AIOs typically pretend to be a fan and you would only need to use that with a custom loop.
I've had similar problems in the past with an AIO, the pump should always be at 100%, so I usually do this through BIOS. My old Mobo had a dedicated pump pin, but the new one doesn't, so I put it on a fan one and configured it to 100% all times. If the pump is not at maximum it might not move enough water for the system to cool.
The problem here might be a difference between how Windows and Linux handle fan control, CHA_FAN1 is a chassis fan, it might be that Kubuntu is not using the CPU temp for it, instead relying on another sensor.

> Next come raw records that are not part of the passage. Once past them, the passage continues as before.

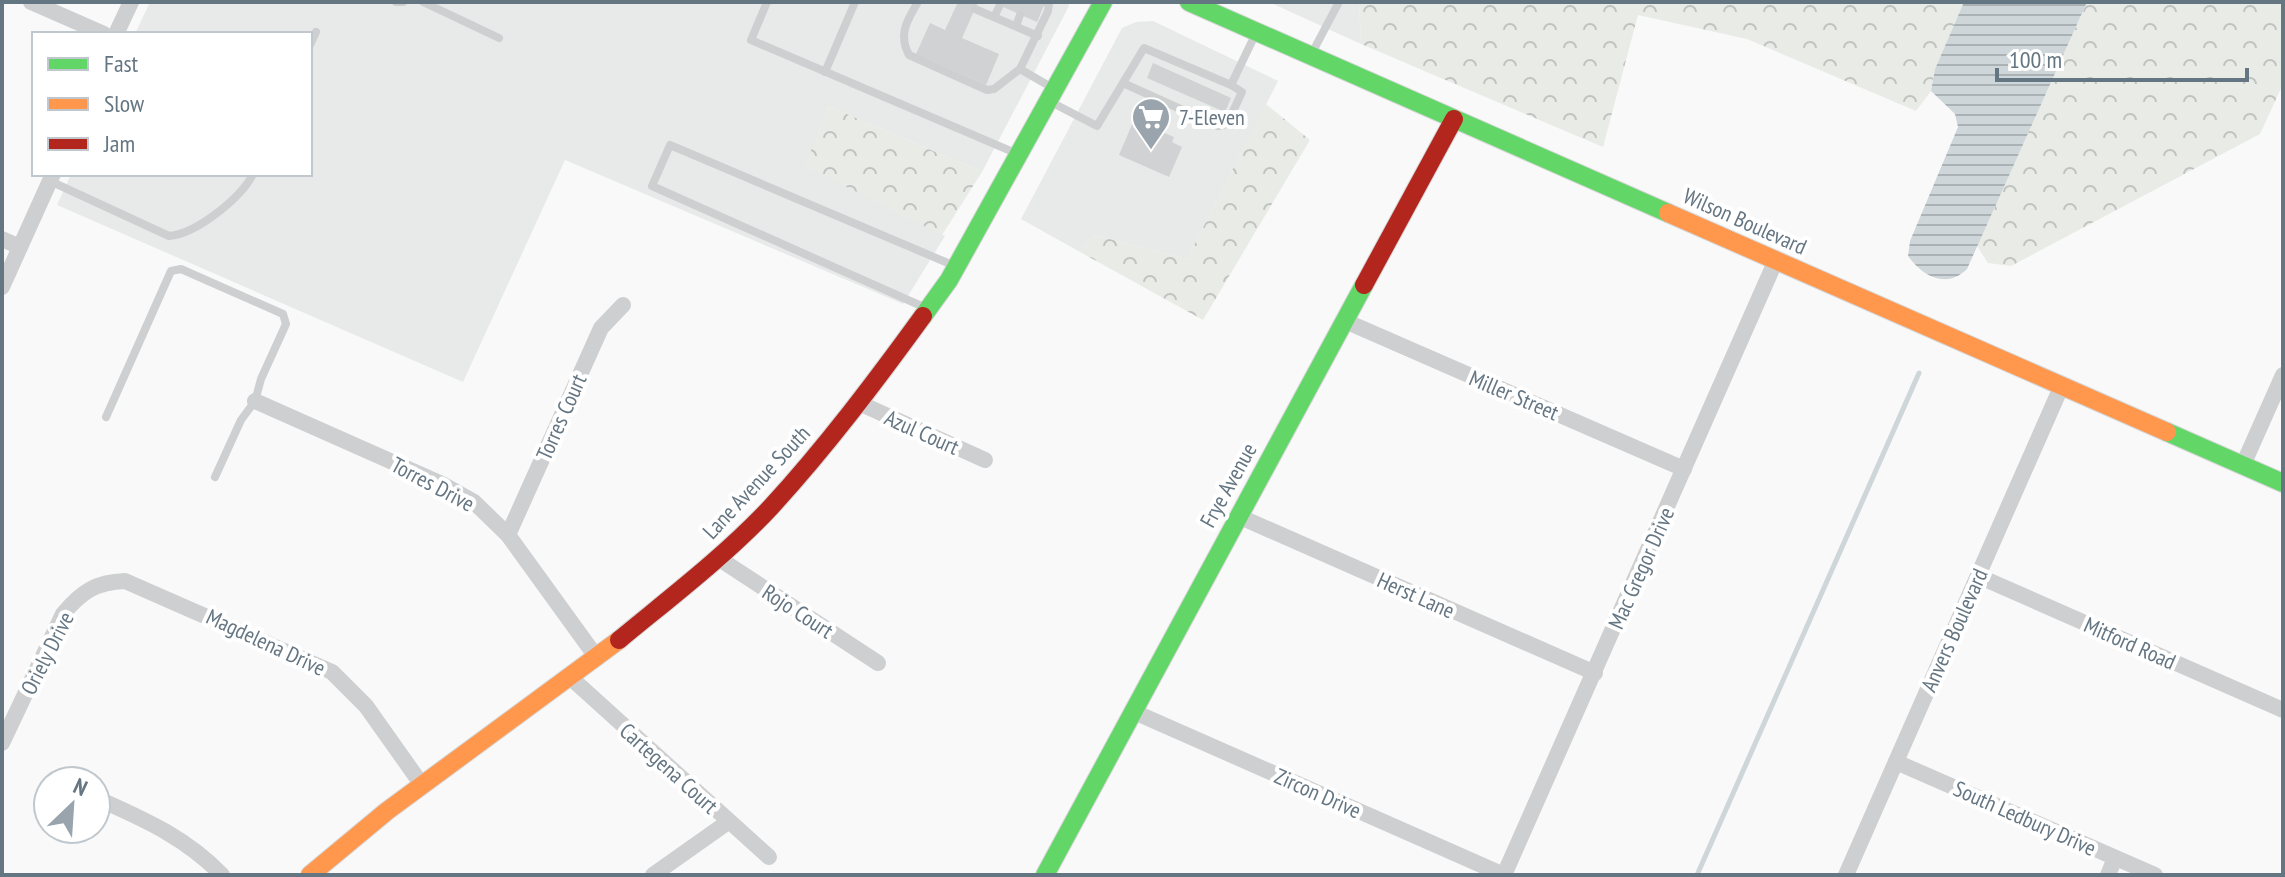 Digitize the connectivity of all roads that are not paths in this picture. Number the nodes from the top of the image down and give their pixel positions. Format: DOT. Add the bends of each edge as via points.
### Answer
graph roads {
  1 [pos="31,2"];
  2 [pos="131,2"];
  3 [pos="396,2"];
  4 [pos="403,2"];
  5 [pos="423,2"];
  6 [pos="767,2"];
  7 [pos="855,2"];
  8 [pos="918,2"];
  9 [pos="1045,2"];
  10 [pos="1103,2"];
  11 [pos="1189,2"];
  12 [pos="1339,2"];
  13 [pos="1000,5"];
  14 [pos="978,7"];
  15 [pos="1020,15"];
  16 [pos="994,17"];
  17 [pos="1016,26"];
  18 [pos="1257,31"];
  19 [pos="99,32"];
  20 [pos="117,32"];
  21 [pos="316,32"];
  22 [pos="1038,36"];
  23 [pos="499,38"];
  24 [pos="312,41"];
  25 [pos="1311,56"];
  26 [pos="1020,69"];
  27 [pos="825,72"];
  28 [pos="1123,83"];
  29 [pos="1231,85"];
  30 [pos="1052,95"];
  31 [pos="1454,119"];
  32 [pos="1018,154"];
  33 [pos="252,176"];
  34 [pos="52,177"];
  35 [pos="2,239"];
  36 [pos="20,247"];
  37 [pos="1776,260"];
  38 [pos="956,266"];
  39 [pos="2,287"];
  40 [pos="623,305"];
  41 [pos="928,309"];
  42 [pos="1345,321"];
  43 [pos="2283,375"];
  44 [pos="2062,385"];
  45 [pos="255,401"];
  46 [pos="859,403"];
  47 [pos="106,417"];
  48 [pos="985,460"];
  49 [pos="2243,465"];
  50 [pos="1684,469"];
  51 [pos="215,477"];
  52 [pos="2283,483"];
  53 [pos="1238,516"];
  54 [pos="508,535"];
  55 [pos="718,558"];
  56 [pos="1978,576"];
  57 [pos="109,581"];
  58 [pos="597,658"];
  59 [pos="878,663"];
  60 [pos="1595,673"];
  61 [pos="571,678"];
  62 [pos="2283,710"];
  63 [pos="1132,711"];
  64 [pos="2,743"];
  65 [pos="1896,762"];
  66 [pos="422,785"];
  67 [pos="112,805"];
  68 [pos="728,822"];
  69 [pos="769,857"];
  70 [pos="2115,858"];
  71 [pos="222,875"];
  72 [pos="310,875"];
  73 [pos="653,875"];
  74 [pos="1045,875"];
  75 [pos="1504,875"];
  76 [pos="1846,875"];
  77 [pos="2108,875"];
  78 [pos="2155,875"];
  1 -- 19 [label="street"];
  2 -- 20 [label="street"];
  3 -- 4 [label="lane"];
  5 -- 23 [label="lane"];
  6 -- 27 [label="lane" via="751,40"];
  7 -- 27 [label="lane"];
  8 -- 26 [label="lane" via="903,30 909,55 987,90"];
  9 -- 22 [label="lane" via="1048,11"];
  10 -- 30 [label="street, Lane Avenue South"];
  11 -- 18 [label="street, Wilson Boulevard"];
  12 -- 25 [label="lane"];
  13 -- 16 [label="lane"];
  14 -- 16 [label="lane"];
  15 -- 17 [label="lane"];
  16 -- 17 [label="lane"];
  17 -- 22 [label="lane"];
  18 -- 25 [label="street, Wilson Boulevard"];
  18 -- 29 [label="lane"];
  21 -- 24 [label="lane"];
  22 -- 26 [label="lane"];
  25 -- 31 [label="street, Wilson Boulevard"];
  26 -- 30 [label="lane"];
  27 -- 32 [label="lane"];
  28 -- 29 [label="lane" via="1144,48"];
  28 -- 29 [label="lane" via="1218,126 1227,124 1240,102 1242,92"];
  28 -- 30 [label="lane" via="1097,126"];
  30 -- 32 [label="street, Lane Avenue South"];
  31 -- 37 [label="street, Wilson Boulevard"];
  31 -- 42 [label="street, Frye Avenue"];
  32 -- 38 [label="street, Lane Avenue South"];
  33 -- 34 [label="lane" via="236,199 180,235 169,236"];
  34 -- 36 [label="street"];
  35 -- 36 [label="street"];
  36 -- 39 [label="street"];
  37 -- 44 [label="street, Wilson Boulevard"];
  37 -- 50 [label="street, Mac Gregor Drive"];
  38 -- 41 [label="street, Lane Avenue South"];
  38 -- 41 [label="lane" via="670,145 652,186"];
  40 -- 54 [label="street, Torres Court" via="601,328"];
  41 -- 46 [label="street, Lane Avenue South"];
  42 -- 50 [label="street, Miller Street"];
  42 -- 53 [label="street, Frye Avenue"];
  43 -- 49 [label="street"];
  44 -- 49 [label="street, Wilson Boulevard"];
  44 -- 56 [label="street, Anvers Boulevard"];
  45 -- 47 [label="lane" via="286,318 175,269"];
  45 -- 51 [label="lane"];
  45 -- 54 [label="street, Torres Drive" via="458,492"];
  46 -- 48 [label="street, Azul Court"];
  46 -- 55 [label="street, Lane Avenue South" via="770,508"];
  49 -- 52 [label="street, Wilson Boulevard"];
  50 -- 60 [label="street, Mac Gregor Drive"];
  53 -- 60 [label="street, Herst Lane"];
  53 -- 63 [label="street, Frye Avenue"];
  54 -- 58 [label="street, Torres Drive"];
  55 -- 58 [label="street, Lane Avenue South"];
  55 -- 59 [label="street, Rojo Court"];
  56 -- 62 [label="street, Mitford Road"];
  56 -- 65 [label="street, Anvers Boulevard"];
  57 -- 64 [label="street, Oriely Drive" via="78,596 63,614"];
  57 -- 66 [label="street, Magdelena Drive" via="143,587 332,672 366,706"];
  58 -- 61 [label="street, Lane Avenue South"];
  60 -- 75 [label="street, Mac Gregor Drive"];
  61 -- 66 [label="street, Lane Avenue South"];
  61 -- 68 [label="street, Cartegena Court"];
  63 -- 74 [label="street, Frye Avenue"];
  63 -- 75 [label="street, Zircon Drive"];
  65 -- 70 [label="street, South Ledbury Drive"];
  65 -- 76 [label="street, Anvers Boulevard"];
  66 -- 72 [label="street, Lane Avenue South"];
  67 -- 71 [label="street" via="198,850"];
  68 -- 69 [label="street, Cartegena Court"];
  68 -- 73 [label="street"];
  70 -- 77 [label="street"];
  70 -- 78 [label="street, South Ledbury Drive"];
} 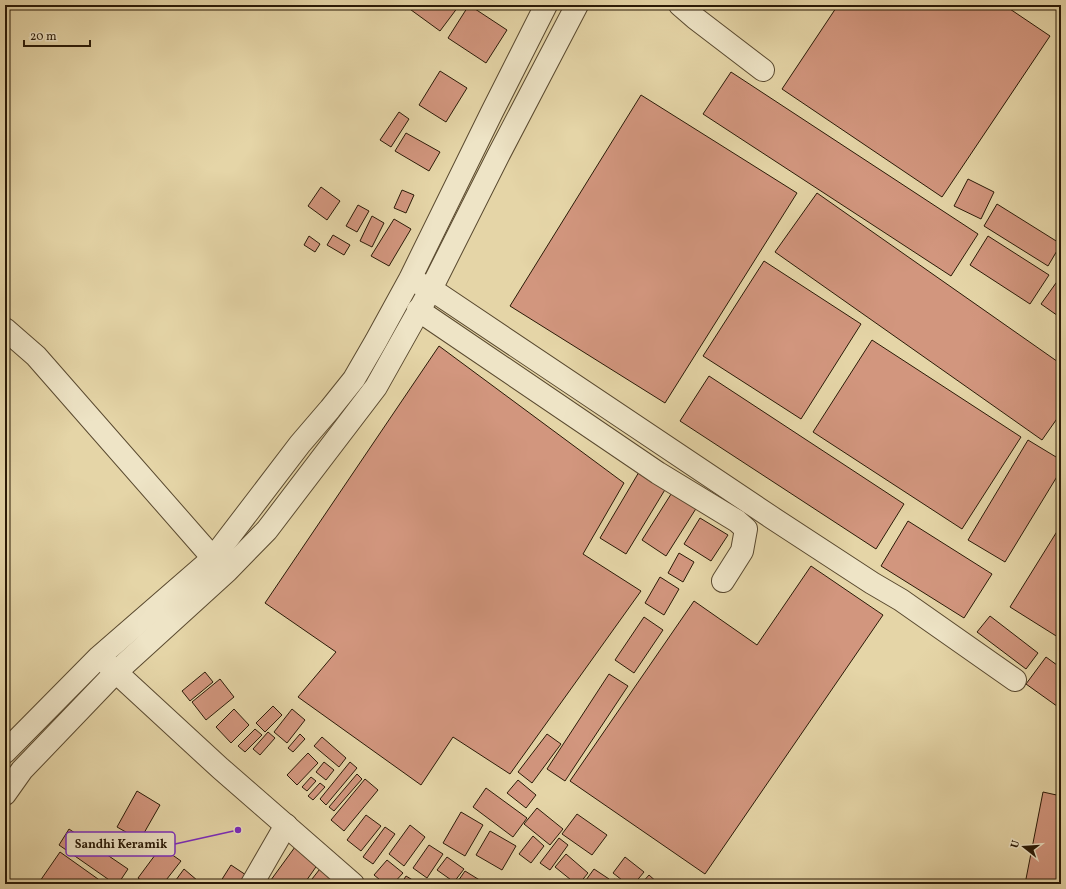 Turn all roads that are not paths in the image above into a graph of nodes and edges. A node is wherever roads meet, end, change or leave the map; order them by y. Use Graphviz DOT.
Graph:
graph roads {
  1 [pos="546,5"];
  2 [pos="577,5"];
  3 [pos="680,5"];
  4 [pos="763,70"];
  5 [pos="410,279"];
  6 [pos="431,289"];
  7 [pos="418,310"];
  8 [pos="5,329"];
  9 [pos="213,558"];
  10 [pos="723,581"];
  11 [pos="98,657"];
  12 [pos="116,672"];
  13 [pos="1015,680"];
  14 [pos="5,752"];
  15 [pos="5,794"];
  16 [pos="286,825"];
  17 [pos="252,884"];
  18 [pos="352,884"];
  1 -- 5 [label="street"];
  2 -- 6 [label="street"];
  3 -- 4 [label="street"];
  5 -- 6 [label="street"];
  5 -- 9 [label="street"];
  6 -- 7 [label="street"];
  6 -- 13 [label="street"];
  7 -- 10 [label="street"];
  7 -- 12 [label="street"];
  8 -- 9 [label="street"];
  9 -- 11 [label="street"];
  11 -- 12 [label="street"];
  11 -- 14 [label="street"];
  12 -- 15 [label="street"];
  12 -- 16 [label="street"];
  16 -- 17 [label="street"];
  16 -- 18 [label="street"];
} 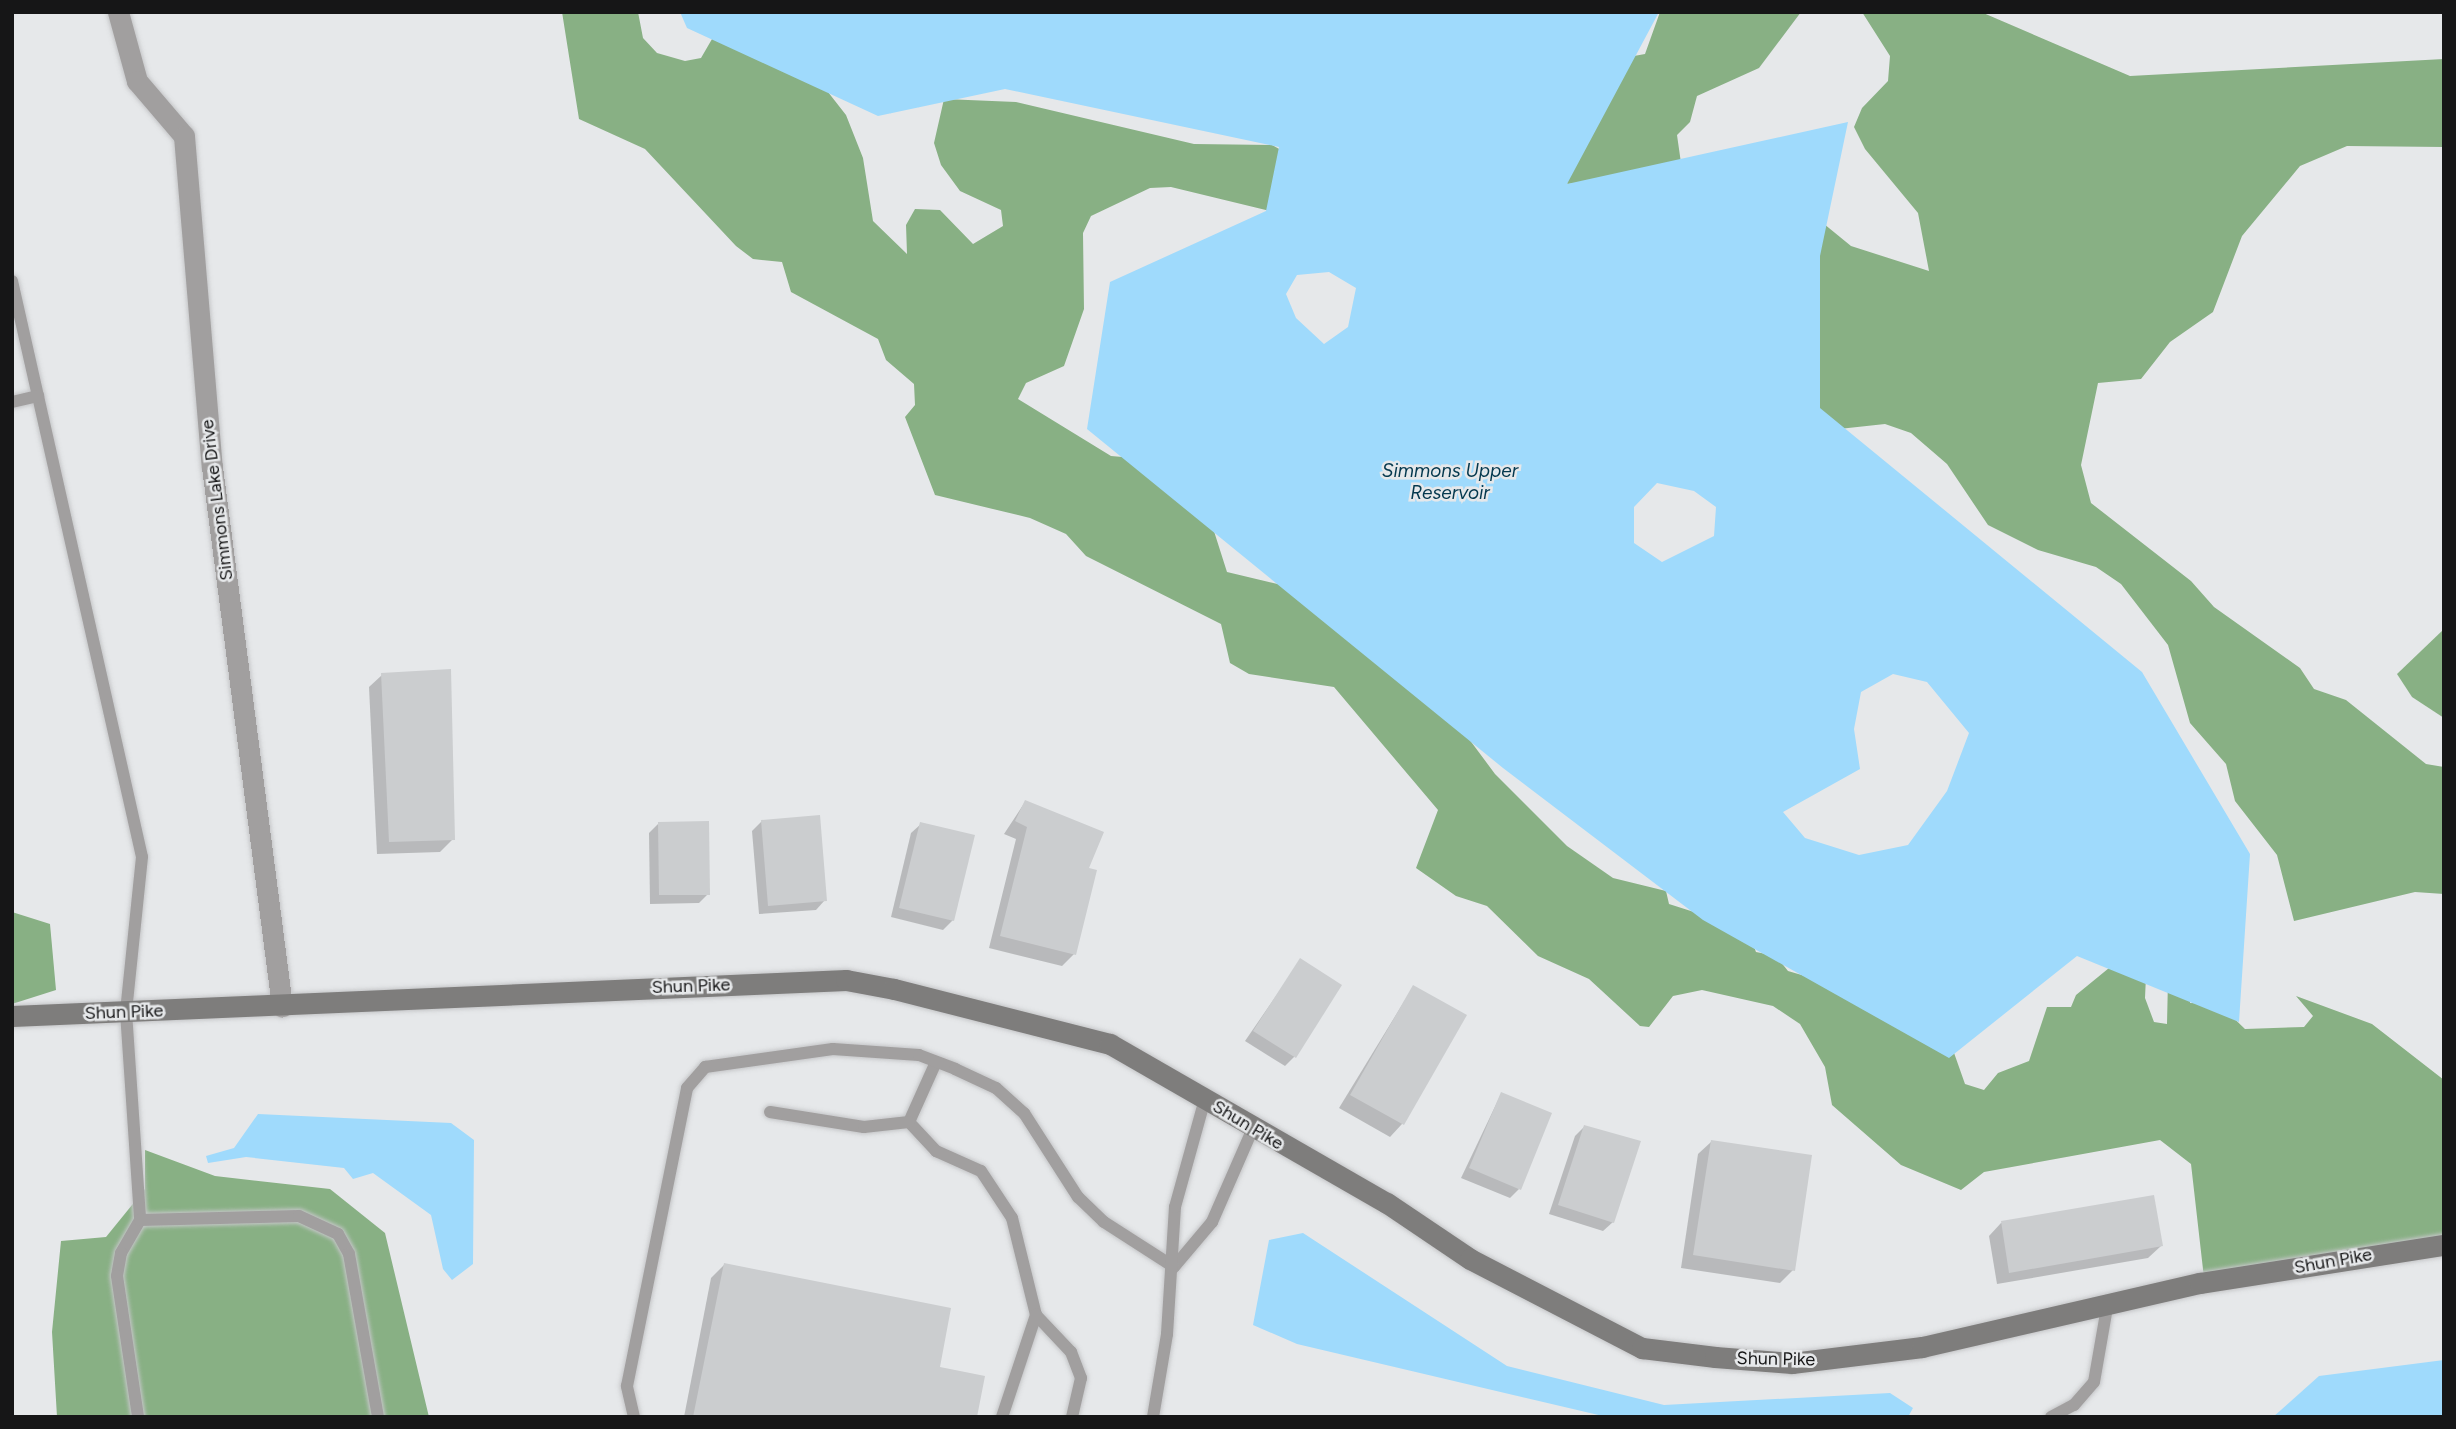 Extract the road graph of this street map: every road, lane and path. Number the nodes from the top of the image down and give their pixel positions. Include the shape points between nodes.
1 (118, 12) edge
2 (12, 281) edge
3 (38, 396) junction
4 (12, 402) edge
5 (282, 1006) junction
6 (126, 1012) junction
7 (12, 1016) edge
8 (936, 1062) junction
9 (1205, 1099) junction
10 (769, 1112) dead end
11 (909, 1122) junction
12 (1254, 1126) junction
13 (140, 1220) junction
14 (2444, 1245) edge
15 (1174, 1266) junction
16 (2108, 1302) junction
17 (1035, 1315) junction
18 (138, 1417) edge
19 (378, 1417) edge
20 (634, 1417) edge
21 (1002, 1417) edge
22 (1073, 1417) edge
23 (1153, 1417) edge
24 (2050, 1417) edge

1 - 5 street, Simmons Lake Drive via 137,81 184,136 212,467
2 - 3 lane
3 - 4 lane
3 - 6 lane via 142,857
5 - 6 main road, Shun Pike
5 - 9 main road, Shun Pike via 846,980 1052,1025 1110,1044
6 - 7 main road, Shun Pike
6 - 13 lane
8 - 11 lane
8 - 15 lane via 996,1088 1024,1113 1078,1196 1104,1222
8 - 20 lane via 833,1049 705,1067 688,1088 632,1359 627,1386
9 - 12 main road, Shun Pike
9 - 15 lane via 1175,1207
10 - 11 lane via 864,1127
11 - 17 lane via 936,1151 981,1171 1004,1206
12 - 15 lane via 1212,1222
12 - 16 main road, Shun Pike via 1470,1259 1642,1348 1793,1363 1847,1358
13 - 18 lane via 121,1253 117,1276
13 - 19 lane via 299,1216 338,1234 349,1254
14 - 16 main road, Shun Pike
15 - 23 lane
16 - 24 lane via 2094,1382 2074,1405
17 - 21 lane
17 - 22 lane via 1071,1352 1081,1378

Although to be honest I don't think this might be causing your issue. I'm leaning more to thinking this is related to either the snaps or some problem with the disk you have Linux on. My recommendation is to test a live iso for different distros, if the live iso for Kubuntu works better than on the disk it might imply some issue with the disk, if it's also slow it might be a problem with Kubuntu, I would recommend then testing different distros with KDE Plasma, they would look and feel the same but might be faster if the problem is Ubuntu's snaps. I personally don't like it but I've heard people speak highly of Fedora and OpenSuse.
I've had a few issues with fan control on AMD hardware. In your motherboards BIOS, try taking all fan control off auto, and set it for full load. In your OS, download Radeon-Control (AMD GPU Fan control) and set it for full load. See if your Temps stay high. I think Kubuntu comes with Fan-GUI (I think that's what it's called). Disable it.